● **TASK**
Work out the number of lines that hold "Triques" in the listing, and give that number with no other text.

------------------------------

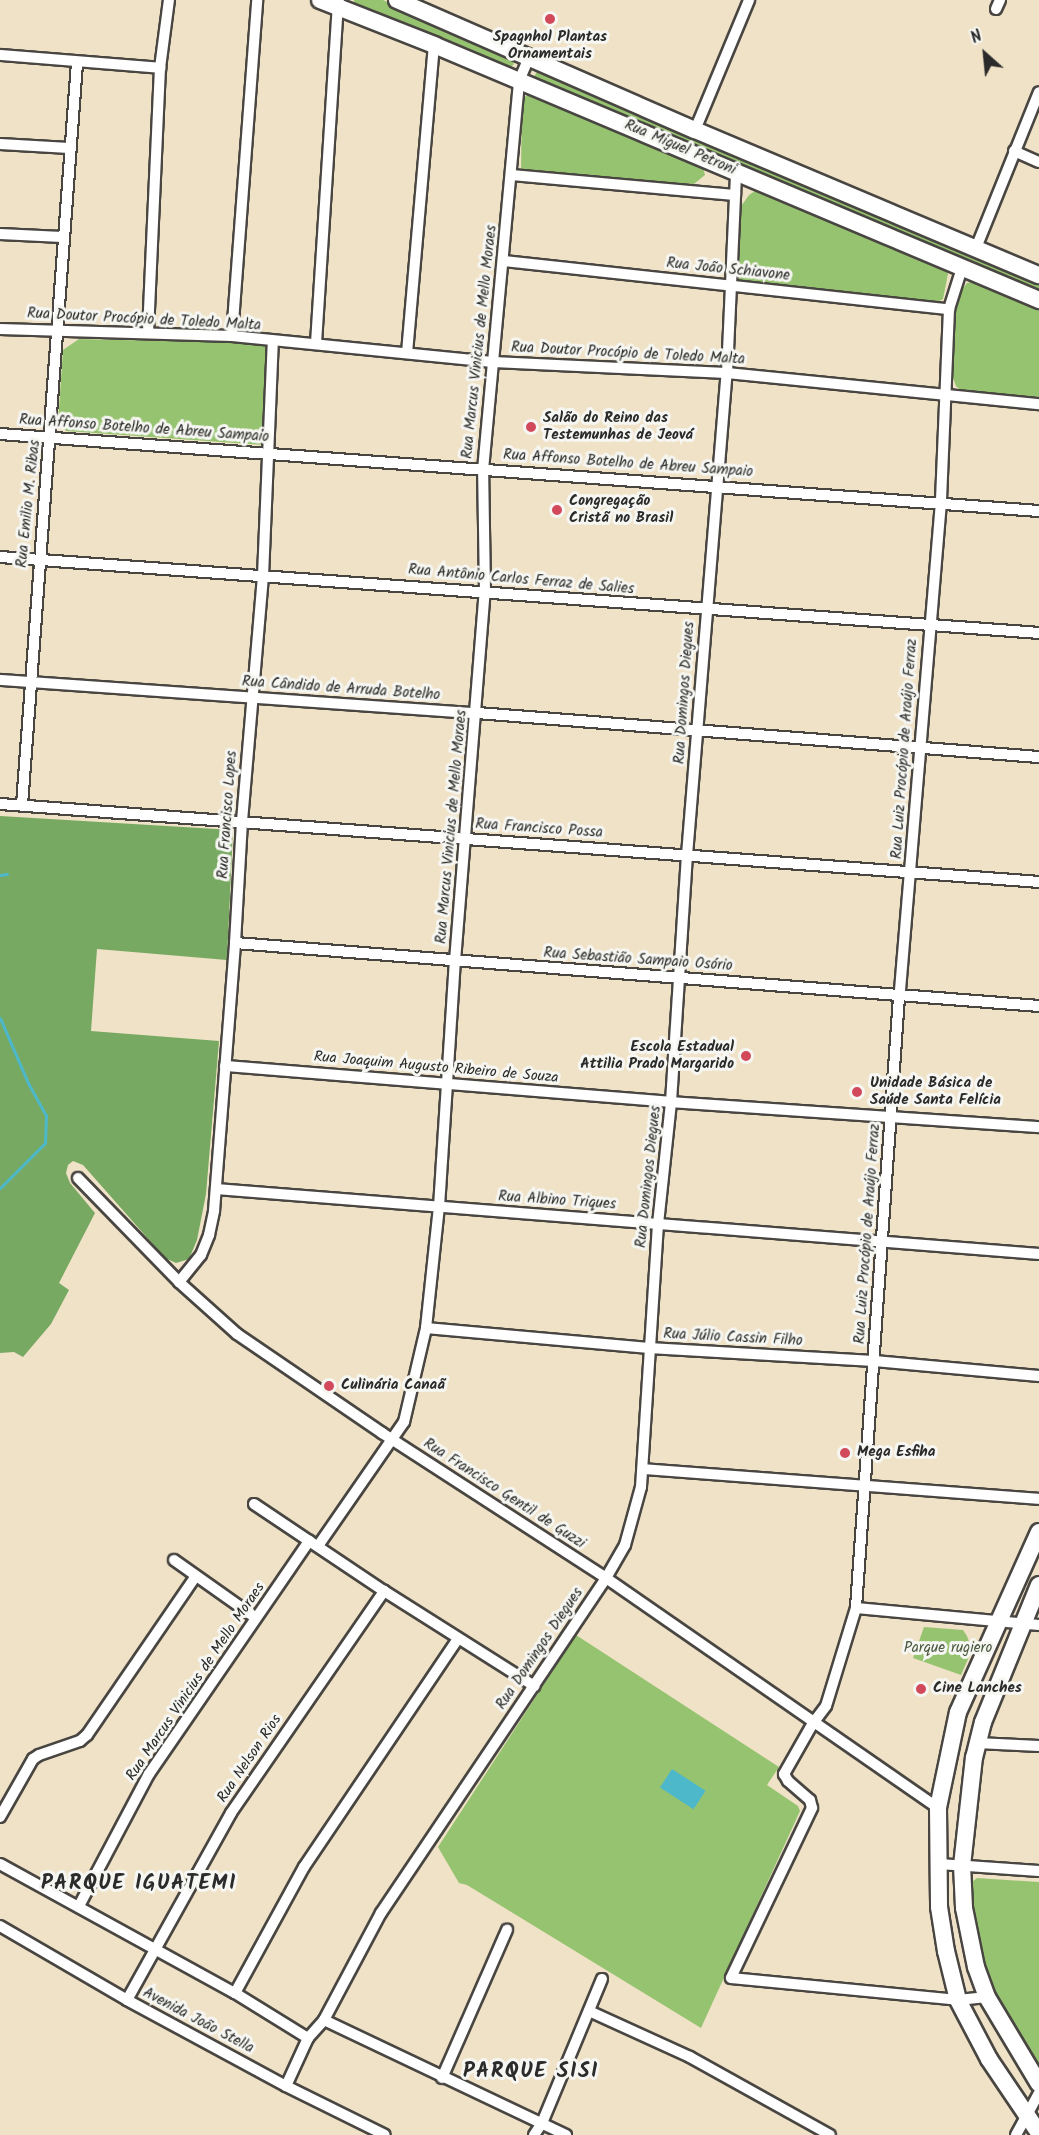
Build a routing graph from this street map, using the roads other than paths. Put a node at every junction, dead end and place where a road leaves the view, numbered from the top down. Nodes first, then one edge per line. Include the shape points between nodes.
1 (169, 0) edge
2 (257, 0) edge
3 (320, 0) edge
4 (396, 0) edge
5 (749, 0) edge
6 (340, 4) edge
7 (434, 45) junction
8 (0, 55) edge
9 (529, 57) junction
10 (77, 63) junction
11 (160, 68) junction
12 (519, 81) junction
13 (1039, 92) edge
14 (695, 130) junction
15 (0, 144) edge
16 (69, 148) junction
17 (1014, 151) junction
18 (1039, 162) edge
19 (736, 171) junction
20 (511, 175) junction
21 (735, 195) junction
22 (0, 234) edge
23 (63, 237) junction
24 (976, 248) junction
25 (504, 261) junction
26 (962, 268) junction
27 (1039, 275) edge
28 (732, 285) junction
29 (1039, 300) edge
30 (949, 309) junction
31 (0, 328) edge
32 (56, 330) junction
33 (148, 332) junction
34 (232, 336) junction
35 (273, 341) junction
36 (316, 343) junction
37 (407, 353) junction
38 (493, 362) junction
39 (727, 373) junction
40 (946, 396) junction
41 (1039, 404) edge
42 (0, 434) edge
43 (51, 439) junction
44 (270, 454) junction
45 (483, 470) junction
46 (717, 486) junction
47 (941, 502) junction
48 (1039, 510) edge
49 (0, 557) edge
50 (38, 560) junction
51 (263, 576) junction
52 (485, 591) junction
53 (706, 610) junction
54 (930, 624) junction
55 (1039, 633) edge
56 (0, 680) edge
57 (31, 682) junction
58 (252, 698) junction
59 (477, 713) junction
60 (697, 731) junction
61 (919, 748) junction
62 (1039, 757) edge
63 (0, 804) edge
64 (22, 806) junction
65 (242, 821) junction
66 (466, 838) junction
67 (687, 855) junction
68 (911, 873) junction
69 (1039, 882) edge
70 (235, 943) junction
71 (455, 962) junction
72 (678, 978) junction
73 (899, 997) junction
74 (1039, 1006) edge
75 (225, 1066) junction
76 (448, 1084) junction
77 (671, 1102) junction
78 (891, 1118) junction
79 (1039, 1127) edge
80 (78, 1178) dead end
81 (216, 1189) junction
82 (439, 1206) junction
83 (658, 1224) junction
84 (883, 1241) junction
85 (1039, 1254) edge
86 (179, 1282) junction
87 (426, 1328) junction
88 (649, 1348) junction
89 (874, 1362) junction
90 (1039, 1376) edge
91 (392, 1440) junction
92 (643, 1468) junction
93 (864, 1486) junction
94 (1039, 1499) edge
95 (254, 1504) dead end
96 (1039, 1532) edge
97 (314, 1544) junction
98 (174, 1560) dead end
99 (195, 1577) junction
100 (606, 1578) junction
101 (1039, 1585) edge
102 (384, 1591) junction
103 (855, 1608) junction
104 (256, 1618) junction
105 (1001, 1621) junction
106 (1021, 1624) junction
107 (1039, 1625) edge
108 (458, 1639) junction
109 (534, 1686) junction
110 (813, 1723) junction
111 (977, 1743) junction
112 (1039, 1746) edge
113 (938, 1808) junction
114 (0, 1817) edge
115 (0, 1864) edge
116 (939, 1864) junction
117 (962, 1865) junction
118 (1039, 1871) edge
119 (79, 1906) junction
120 (0, 1926) edge
121 (507, 1930) dead end
122 (156, 1952) junction
123 (602, 1979) dead end
124 (235, 1993) junction
125 (987, 1997) junction
126 (127, 2000) junction
127 (958, 2000) junction
128 (589, 2011) junction
129 (324, 2020) junction
130 (308, 2038) junction
131 (442, 2078) junction
132 (1039, 2084) edge
133 (286, 2086) junction
134 (1039, 2093) edge
135 (1026, 2117) junction
136 (542, 2123) junction
137 (1039, 2133) edge
138 (385, 2135) edge
139 (534, 2135) edge
140 (566, 2135) edge
141 (830, 2135) edge
142 (1016, 2135) edge

1 - 11 street
2 - 34 street
3 - 6 main road, Rua Miguel Petroni
4 - 9 main road, Rua Miguel Petroni
5 - 14 street
6 - 7 main road, Rua Miguel Petroni
6 - 36 street
7 - 12 main road, Rua Miguel Petroni
7 - 37 street
8 - 10 street
9 - 12 street, Rua Marcus Vinicius de Mello Moraes
9 - 14 main road, Rua Miguel Petroni
10 - 11 street
10 - 16 street, Rua Emilio M. Ribas
11 - 33 street
12 - 19 main road, Rua Miguel Petroni
12 - 20 street, Rua Marcus Vinicius de Mello Moraes
13 - 17 street
14 - 24 main road, Rua Miguel Petroni
15 - 16 street
16 - 23 street, Rua Emilio M. Ribas
17 - 18 street
17 - 24 street
19 - 21 street, Rua Domingos Diegues
19 - 26 main road, Rua Miguel Petroni
20 - 21 street
20 - 25 street, Rua Marcus Vinicius de Mello Moraes
21 - 28 street, Rua Domingos Diegues
22 - 23 street
23 - 32 street, Rua Emilio M. Ribas
24 - 27 main road, Rua Miguel Petroni
25 - 28 street, Rua João Schiavone
25 - 38 street, Rua Marcus Vinicius de Mello Moraes
26 - 29 main road, Rua Miguel Petroni
26 - 30 street, Rua Luiz Procópio de Araújo Ferraz
28 - 30 street, Rua João Schiavone
28 - 39 street, Rua Domingos Diegues
30 - 40 street, Rua Luiz Procópio de Araújo Ferraz
31 - 32 street, Rua Doutor Procópio de Toledo Malta
32 - 33 street, Rua Doutor Procópio de Toledo Malta
32 - 43 street, Rua Emilio M. Ribas
33 - 34 street, Rua Doutor Procópio de Toledo Malta
34 - 35 street, Rua Doutor Procópio de Toledo Malta
35 - 36 street, Rua Doutor Procópio de Toledo Malta
35 - 44 street, Rua Francisco Lopes
36 - 37 street, Rua Doutor Procópio de Toledo Malta
37 - 38 street, Rua Doutor Procópio de Toledo Malta
38 - 39 street, Rua Doutor Procópio de Toledo Malta
38 - 45 street, Rua Marcus Vinicius de Mello Moraes
39 - 40 street, Rua Doutor Procópio de Toledo Malta
39 - 46 street, Rua Domingos Diegues
40 - 41 street, Rua Doutor Procópio de Toledo Malta
40 - 47 street, Rua Luiz Procópio de Araújo Ferraz
42 - 43 street, Rua Affonso Botelho de Abreu Sampaio
43 - 44 street, Rua Affonso Botelho de Abreu Sampaio
43 - 50 street, Rua Emilio M. Ribas
44 - 45 street, Rua Affonso Botelho de Abreu Sampaio
44 - 51 street, Rua Francisco Lopes
45 - 46 street, Rua Affonso Botelho de Abreu Sampaio
45 - 52 street, Rua Marcus Vinicius de Mello Moraes
46 - 47 street, Rua Affonso Botelho de Abreu Sampaio
46 - 53 street, Rua Domingos Diegues
47 - 48 street, Rua Affonso Botelho de Abreu Sampaio
47 - 54 street, Rua Luiz Procópio de Araújo Ferraz
49 - 50 street, Rua Antônio Carlos Ferraz de Salies
50 - 51 street, Rua Antônio Carlos Ferraz de Salies
50 - 57 street, Rua Emilio M. Ribas
51 - 52 street, Rua Antônio Carlos Ferraz de Salies
51 - 58 street, Rua Francisco Lopes
52 - 53 street, Rua Antônio Carlos Ferraz de Salies
52 - 59 street, Rua Marcus Vinicius de Mello Moraes
53 - 54 street, Rua Antônio Carlos Ferraz de Salies
53 - 60 street, Rua Domingos Diegues
54 - 55 street, Rua Antônio Carlos Ferraz de Salies
54 - 61 street, Rua Luiz Procópio de Araújo Ferraz
56 - 57 street, Rua Cândido de Arruda Botelho
57 - 58 street, Rua Cândido de Arruda Botelho
57 - 64 street, Rua Emilio M. Ribas
58 - 59 street, Rua Cândido de Arruda Botelho
58 - 65 street, Rua Francisco Lopes
59 - 60 street, Rua Cândido de Arruda Botelho
59 - 66 street, Rua Marcus Vinicius de Mello Moraes
60 - 61 street, Rua Cândido de Arruda Botelho
60 - 67 street, Rua Domingos Diegues
61 - 62 street, Rua Cândido de Arruda Botelho
61 - 68 street, Rua Luiz Procópio de Araújo Ferraz
63 - 64 street, Rua Francisco Possa
64 - 65 street, Rua Francisco Possa
65 - 66 street, Rua Francisco Possa
65 - 70 street, Rua Francisco Lopes
66 - 67 street, Rua Francisco Possa
66 - 71 street, Rua Marcus Vinicius de Mello Moraes
67 - 68 street, Rua Francisco Possa
67 - 72 street, Rua Domingos Diegues
68 - 69 street, Rua Francisco Possa
68 - 73 street, Rua Luiz Procópio de Araújo Ferraz
70 - 71 street, Rua Sebastião Sampaio Osório
70 - 75 street, Rua Francisco Lopes
71 - 72 street, Rua Sebastião Sampaio Osório
71 - 76 street, Rua Marcus Vinicius de Mello Moraes
72 - 73 street, Rua Sebastião Sampaio Osório
72 - 77 street, Rua Domingos Diegues
73 - 74 street, Rua Sebastião Sampaio Osório
73 - 78 street, Rua Luiz Procópio de Araújo Ferraz
75 - 76 street, Rua Joaquim Augusto Ribeiro de Souza
75 - 81 street, Rua Francisco Lopes
76 - 77 street, Rua Joaquim Augusto Ribeiro de Souza
76 - 82 street, Rua Marcus Vinicius de Mello Moraes
77 - 78 street, Rua Joaquim Augusto Ribeiro de Souza
77 - 83 street, Rua Domingos Diegues
78 - 79 street, Rua Joaquim Augusto Ribeiro de Souza
78 - 84 street, Rua Luiz Procópio de Araújo Ferraz
80 - 86 street, Rua Francisco Gentil de Guzzi
81 - 82 street, Rua Albino Triques
81 - 86 street, Rua Francisco Lopes via 209,1235 201,1255
82 - 83 street, Rua Albino Triques
82 - 87 street, Rua Marcus Vinicius de Mello Moraes
83 - 84 street, Rua Albino Triques
83 - 88 street, Rua Domingos Diegues
84 - 85 street, Rua Albino Triques
84 - 89 street, Rua Luiz Procópio de Araújo Ferraz
86 - 91 street, Rua Francisco Gentil de Guzzi via 237,1334
87 - 88 street, Rua Júlio Cassin Filho
87 - 91 street, Rua Marcus Vinicius de Mello Moraes via 404,1422
88 - 89 street, Rua Júlio Cassin Filho
88 - 92 street, Rua Domingos Diegues
89 - 90 street, Rua Júlio Cassin Filho
89 - 93 street, Rua Luiz Procópio de Araújo Ferraz
91 - 97 street, Rua Marcus Vinicius de Mello Moraes
91 - 100 street, Rua Francisco Gentil de Guzzi
92 - 93 street
92 - 100 street, Rua Domingos Diegues via 625,1545
93 - 94 street
93 - 103 street, Rua Luiz Procópio de Araújo Ferraz
95 - 97 street
96 - 105 main road
97 - 102 street
97 - 104 street, Rua Marcus Vinicius de Mello Moraes
98 - 99 street
99 - 104 street
99 - 114 street via 87,1735 33,1759
100 - 109 street, Rua Domingos Diegues
100 - 110 street, Rua Francisco Gentil de Guzzi
101 - 106 main road
102 - 108 street
102 - 122 street, Rua Nelson Rios via 231,1813
103 - 105 street
103 - 110 street, Rua Luiz Procópio de Araújo Ferraz via 830,1696
104 - 119 street, Rua Marcus Vinicius de Mello Moraes via 149,1774
105 - 106 street
105 - 113 main road via 958,1713
106 - 107 street
106 - 111 main road via 988,1703
108 - 109 street
108 - 124 street via 304,1867
109 - 129 street, Rua Domingos Diegues via 381,1913
110 - 113 street, Rua Francisco Gentil de Guzzi
110 - 127 street, Rua Luiz Procópio de Araújo Ferraz via 784,1774 810,1800 812,1808 731,1978
111 - 112 street
111 - 117 main road
113 - 116 main road
115 - 119 street
116 - 117 street
116 - 127 main road via 939,1907
117 - 118 street
117 - 125 main road via 970,1945
119 - 122 street
120 - 126 street, Avenida João Stella
121 - 131 street
122 - 124 street
122 - 126 street, Rua Nelson Rios
123 - 128 street
124 - 130 street
125 - 127 street
125 - 132 main road
126 - 133 street, Avenida João Stella
127 - 135 main road via 977,2039
128 - 136 street
128 - 141 street via 690,2057
129 - 130 street, Rua Domingos Diegues
129 - 131 street
130 - 133 street, Rua Domingos Diegues
131 - 136 street
133 - 138 street, Avenida João Stella
134 - 135 street
135 - 137 main road
135 - 142 street
136 - 139 street
136 - 140 street

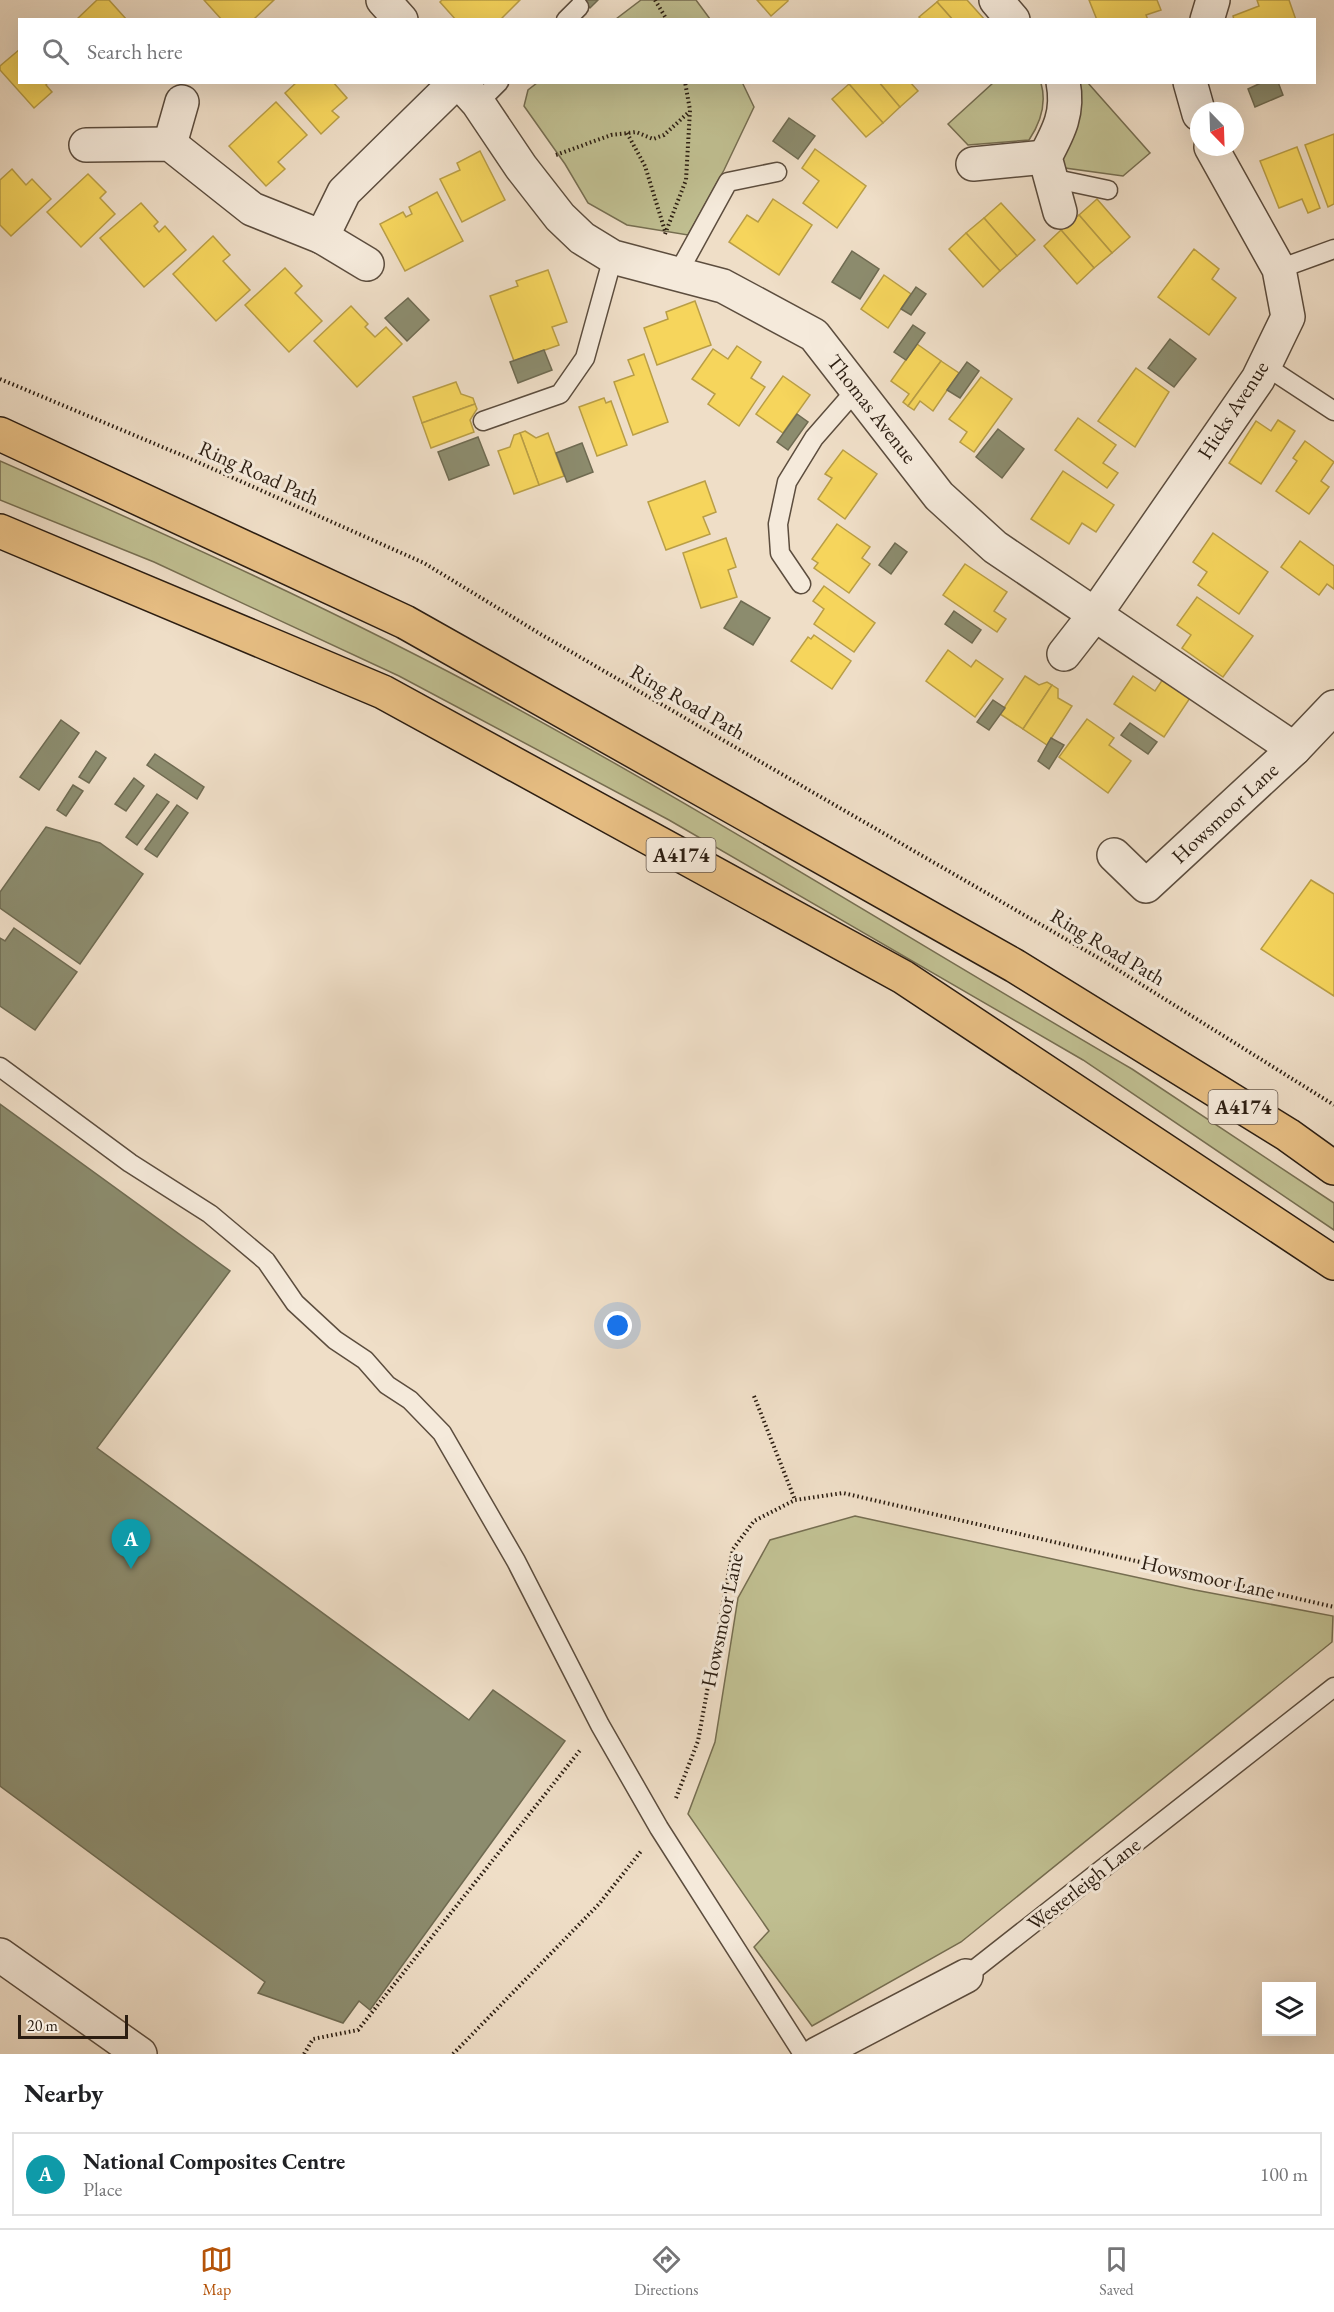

------------------------------

● **OUTPUT OF THE EXERCISE**
4